Robert looked carefully at the marketplace and made a decision to publish slightly more expensive magazines with an educational bias that the purchaser (i.e. the parents and grandparents) would feel was real value. He used the most popular children’s characters to promote learning through fun. When Diana Turner, who had come from a teaching background, suggested the use of workbooks within the magazines, Robert pounced on this idea and with his usual flair, developed it further.
The Fun To Learn workbooks have become one of Redan’s hallmarks, offering parents one-to-one time with their child, encouraging practice in the early learning skills set out by the National Curriculum’s guidelines.
Robert had a knack of spotting potential winning licenses and Redan soon had a great range of magazines under its new banner of Fun To Learn: Thomas the Tank Engine, Rosie and Jim, Postman Pat, Peter Rabbit. And then there was Barney, that big beautiful dinosaur that gave Redan its first 100k sale!
It wasn’t enough to publish a successful series of magazines in the UK when other countries beckoned. Redan started to distribute to Australia, New Zealand and other English speaking territories and eventually Robert formed another publishing company in the USA.

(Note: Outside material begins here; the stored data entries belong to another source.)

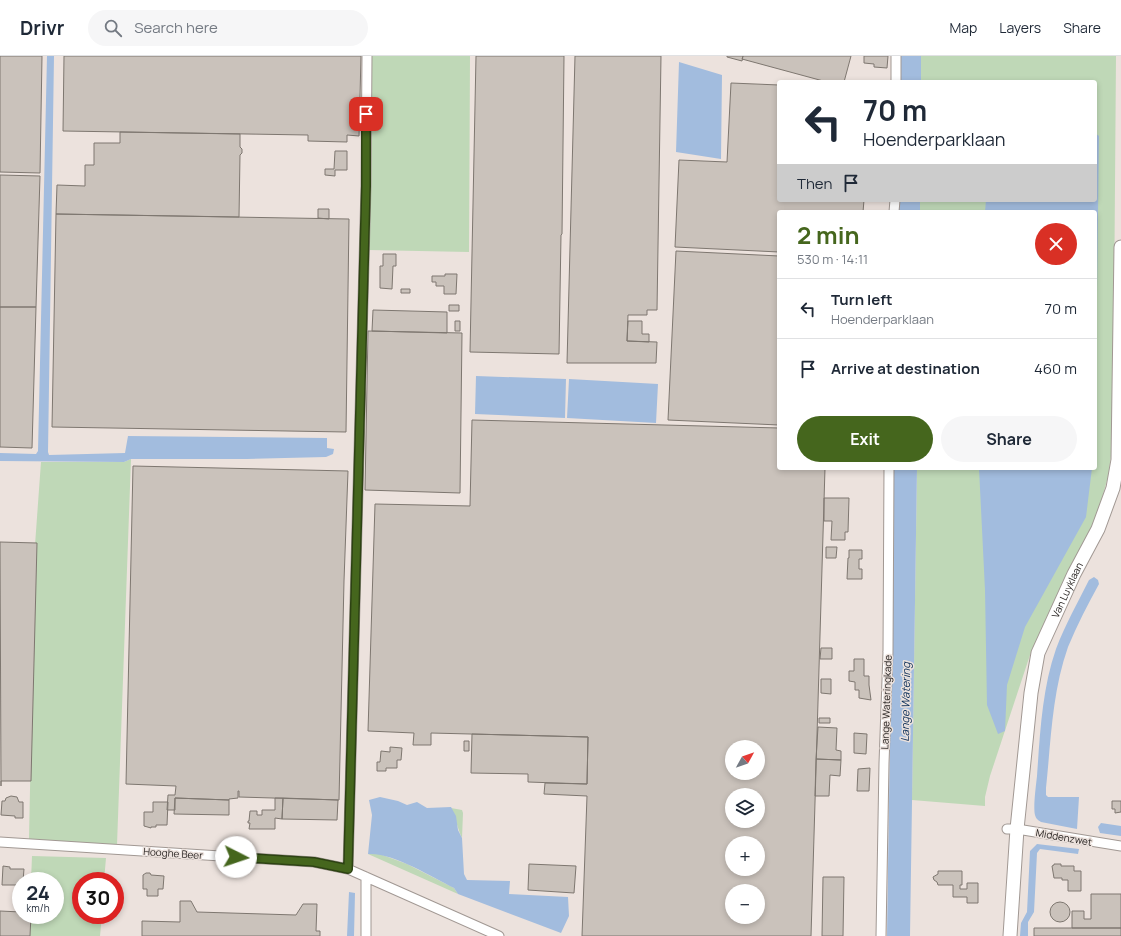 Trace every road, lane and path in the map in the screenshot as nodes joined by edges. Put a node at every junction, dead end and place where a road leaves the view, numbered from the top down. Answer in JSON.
{"nodes":[{"id":1,"x":367,"y":56,"type":"edge"},
{"id":2,"x":896,"y":56,"type":"edge"},
{"id":3,"x":896,"y":80,"type":"edge"},
{"id":4,"x":1121,"y":247,"type":"edge"},
{"id":5,"x":889,"y":470,"type":"edge"},
{"id":6,"x":1012,"y":829,"type":"junction"},
{"id":7,"x":0,"y":842,"type":"edge"},
{"id":8,"x":1121,"y":846,"type":"edge"},
{"id":9,"x":348,"y":869,"type":"junction"},
{"id":10,"x":366,"y":877,"type":"junction"},
{"id":11,"x":366,"y":936,"type":"edge"},
{"id":12,"x":499,"y":936,"type":"edge"},
{"id":13,"x":881,"y":936,"type":"edge"},
{"id":14,"x":1010,"y":936,"type":"edge"}],
"edges":[{"from":1,"to":9,"type":"street"},
{"from":2,"to":3,"type":"street"},
{"from":4,"to":6,"type":"street","name":"Van Luyklaan"},
{"from":5,"to":13,"type":"street","name":"Lange Wateringkade"},
{"from":6,"to":8,"type":"street","name":"Middenzwet"},
{"from":6,"to":14,"type":"street","name":"Van Luyklaan"},
{"from":7,"to":9,"type":"street","name":"Hooghe Beer"},
{"from":9,"to":10,"type":"street","name":"Hooghe Beer"},
{"from":10,"to":11,"type":"street"},
{"from":10,"to":12,"type":"street","name":"Hooghe Beer"}]} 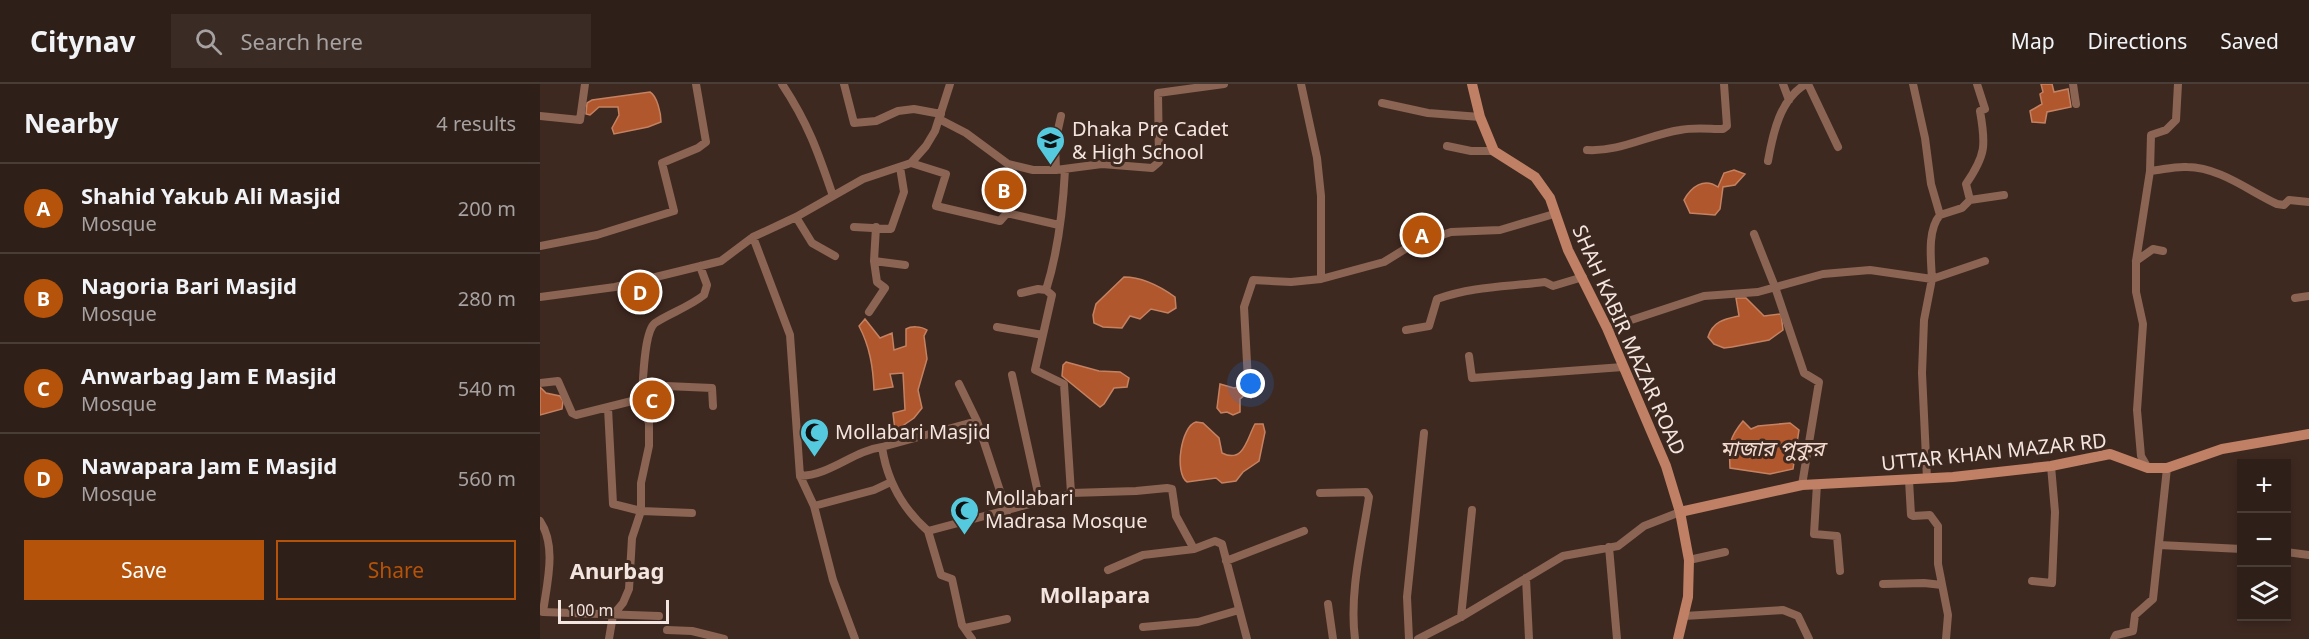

Robert stood by a very simple maxim. The way to make a good business was to make a good product. The best product. Redan Publishing had to produce the best product it could and not be satisfied with less: the best paper, the clearest design, innovative editorial ideas, the perfect magazine. Redan fast became the UK’s leading publisher of award-winning pre-school magazines.
Since Robert’s very sad and sudden death in February 2018, the dedicated team at Redan have continued to support this ethos, developing and building a top-class creative and commercially-minded team to ensure that Robert’s inspiring influence is carried forward well into the future.